“Quella brutta storia di soldi”. Fiorello, l’indiscrezione che fa mobilitare la Rai

Sembra proprio che Fiorello stia tornando in Rai. Dopo una piccola parentesi da freelance sul web e una ancor più ristretta in Sky, sembra che Rosario sia intenzionato a tornare sui suoi passi. Eppure qualche settimana fa, il settimanale “Chi” aveva annunciato l’abbandono del progetto da parte di viale Mazzini dopo che l’organizzazione del programma si era complicato per questioni burocratiche con il Comune di Roma. Al Corriere della sera però Fiorello dice chiaro e tondo: “Non sto dicendo addio alla Rai, anzi sono prontissimo”. Ma allora, cosa è successo veramente, nei meandri oscuri degli uffici della direzione della tv di Stato? Lo show doveva andare in onda in autunno per quattro puntate da un teatro tenda (ancora da allestire) nell’area Tor di Quinto, a Roma. Su questo dettaglio Fiorello si sarebbe impuntato, ma con tutti gli ostacoli e le scartoffie richieste per sbloccare una situazione già difficile per un contenzioso passato, quel desiderio rischiava di rallentare il progetto e far slittare le date.

Nessun problema in realtà, almeno sulle scadenze, che secondo Fiorello non sono mai state definite: “Nessuno aveva mai dato conferma dello show, tanto che non era stato annunciato alla presentazione dei palinsesti, quindi non era mai stata comunicata una data ufficiale”. E sui rapporti con la Rai e le possibili incomprensioni, è lo stesso showman a mettere tutto in chiaro: “Non è vera la notizia che la Rai non gradiva la location, anzi, al contrario la Rai si stava adoperando affinché si potesse usare l’area che però aveva qualche problema burocratico da risolvere, cosa che ha fatto solo slittare la preparazione della trasmissione a data da destinarsi”.

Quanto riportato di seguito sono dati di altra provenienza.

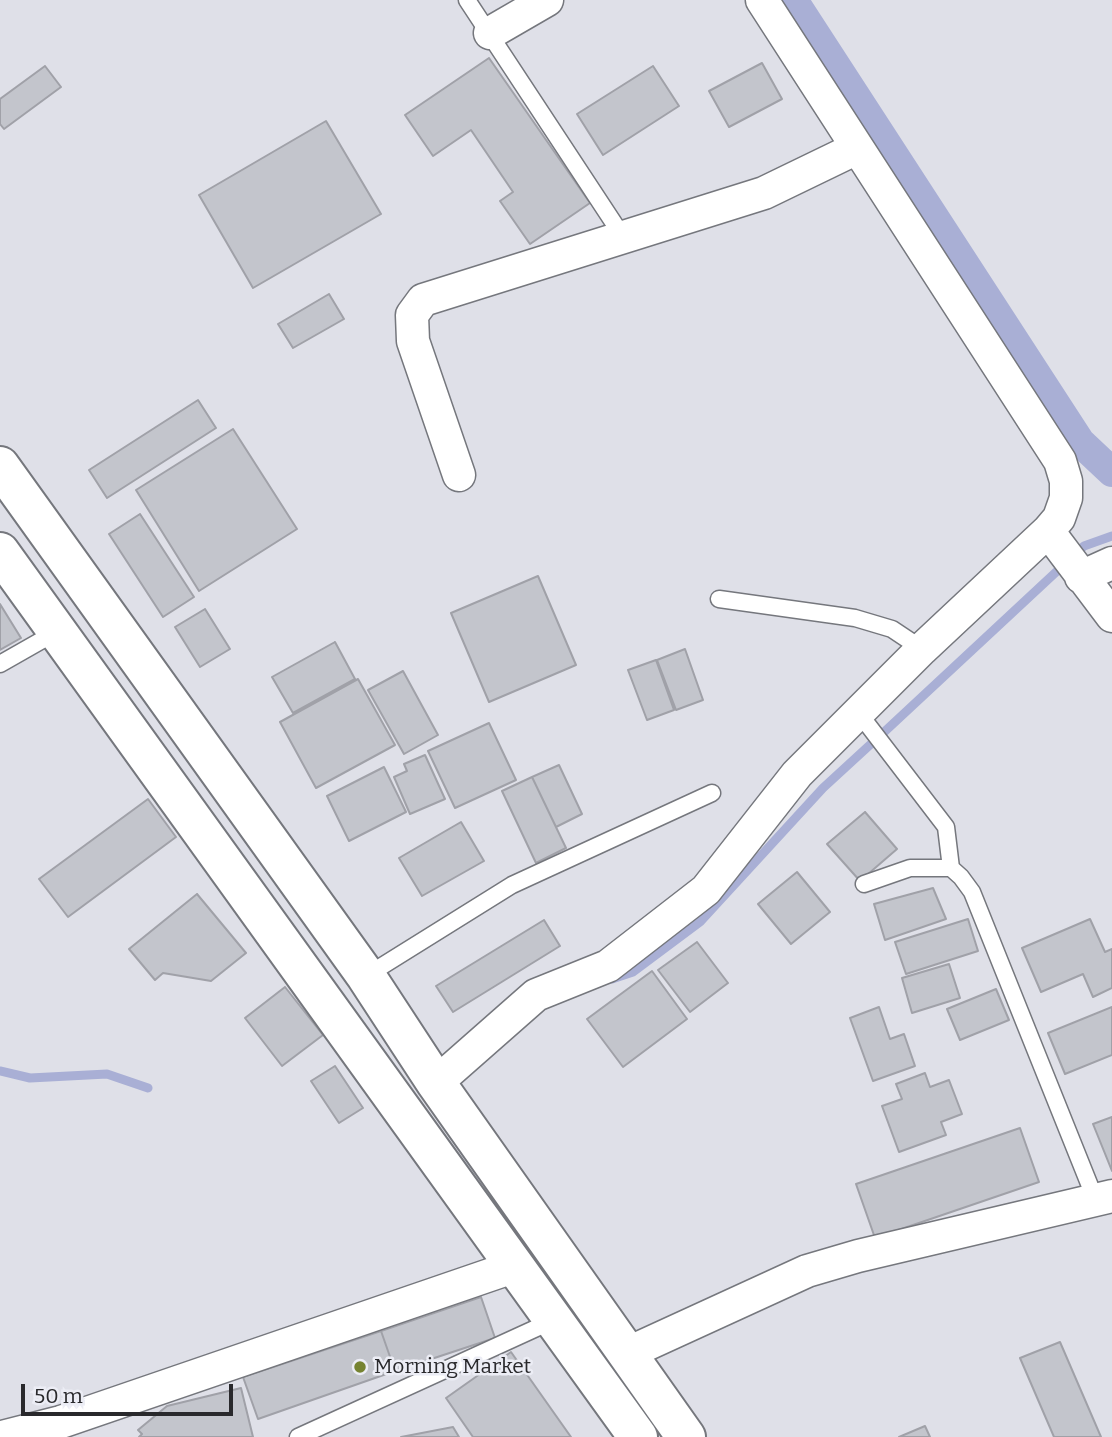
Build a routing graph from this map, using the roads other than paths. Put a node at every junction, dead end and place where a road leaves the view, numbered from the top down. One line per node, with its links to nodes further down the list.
1 (467, 0): 4 (lane)
2 (547, 0): 4 (street)
3 (762, 0): 5 (street)
4 (490, 33): 6 (lane)
5 (857, 148): 6 (street); 9 (street)
6 (623, 237): 8 (street)
7 (0, 466): 22 (main road)
8 (459, 475)
9 (1048, 531): 12 (street); 16 (street)
10 (0, 552): 15 (main road)
11 (1112, 564): 12 (street)
12 (1081, 577): 14 (street)
13 (719, 599): 16 (lane)
14 (1112, 616)
15 (58, 631): 17 (lane); 25 (main road)
16 (922, 649): 18 (street)
17 (0, 664)
18 (858, 712): 20 (lane); 23 (street)
19 (712, 793): 22 (lane)
20 (951, 868): 21 (lane); 24 (lane)
21 (864, 884)
22 (366, 976): 23 (main road)
23 (436, 1083): 27 (main road)
24 (1107, 1199): 27 (street)
25 (516, 1266): 26 (main road); 28 (street)
26 (555, 1320): 30 (lane); 31 (main road)
27 (628, 1353): 32 (main road)
28 (60, 1430): 29 (street)
29 (2, 1437)
30 (298, 1437)
31 (638, 1437)
32 (686, 1437)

Ora però, a diversi giorni da queste dichiarazioni, arriva la bomba di Dagospia che rimette tutto in discussione. Insomma, mentre lo showman ha citato la situazione manageriale tutt’altro che certa, Dagospia cita un aspetto “tecnico” non certo di poco conto: ovvero, il fatto che per tutti i contratti superiori ai 10 milioni di euro, è necessaria l’approvazione del cda dopo la proposta presentata dal direttore generale. Ebbene, sempre secondo Dago, i costi totali (quindi non riferiti al solo compenso dell’artista) necessari per ognuno dei quattro appuntamenti con Fiorello ammonterebbero a circa 2 milioni e mezzo di euro, andando a sforare con ogni probabilità il fatidico tetto dei 10 milioni.

Insomma, mica bruscolini. Cosa succederà adesso nessuno lo sa. Di certo, se confermato e seppur finanziato da una società pubblica, la spesa iniziale dovrebbe essere coperta immediatamente con la vendita ad-hoc delle pubblicità dell’evento. Da che mondo è mondo, Fiorello ha sempre fatto ascolti da capogiro, quindi “rientrare” non dovrebbe essere un problema per Viale Mazzini. Ma staremo a vedere.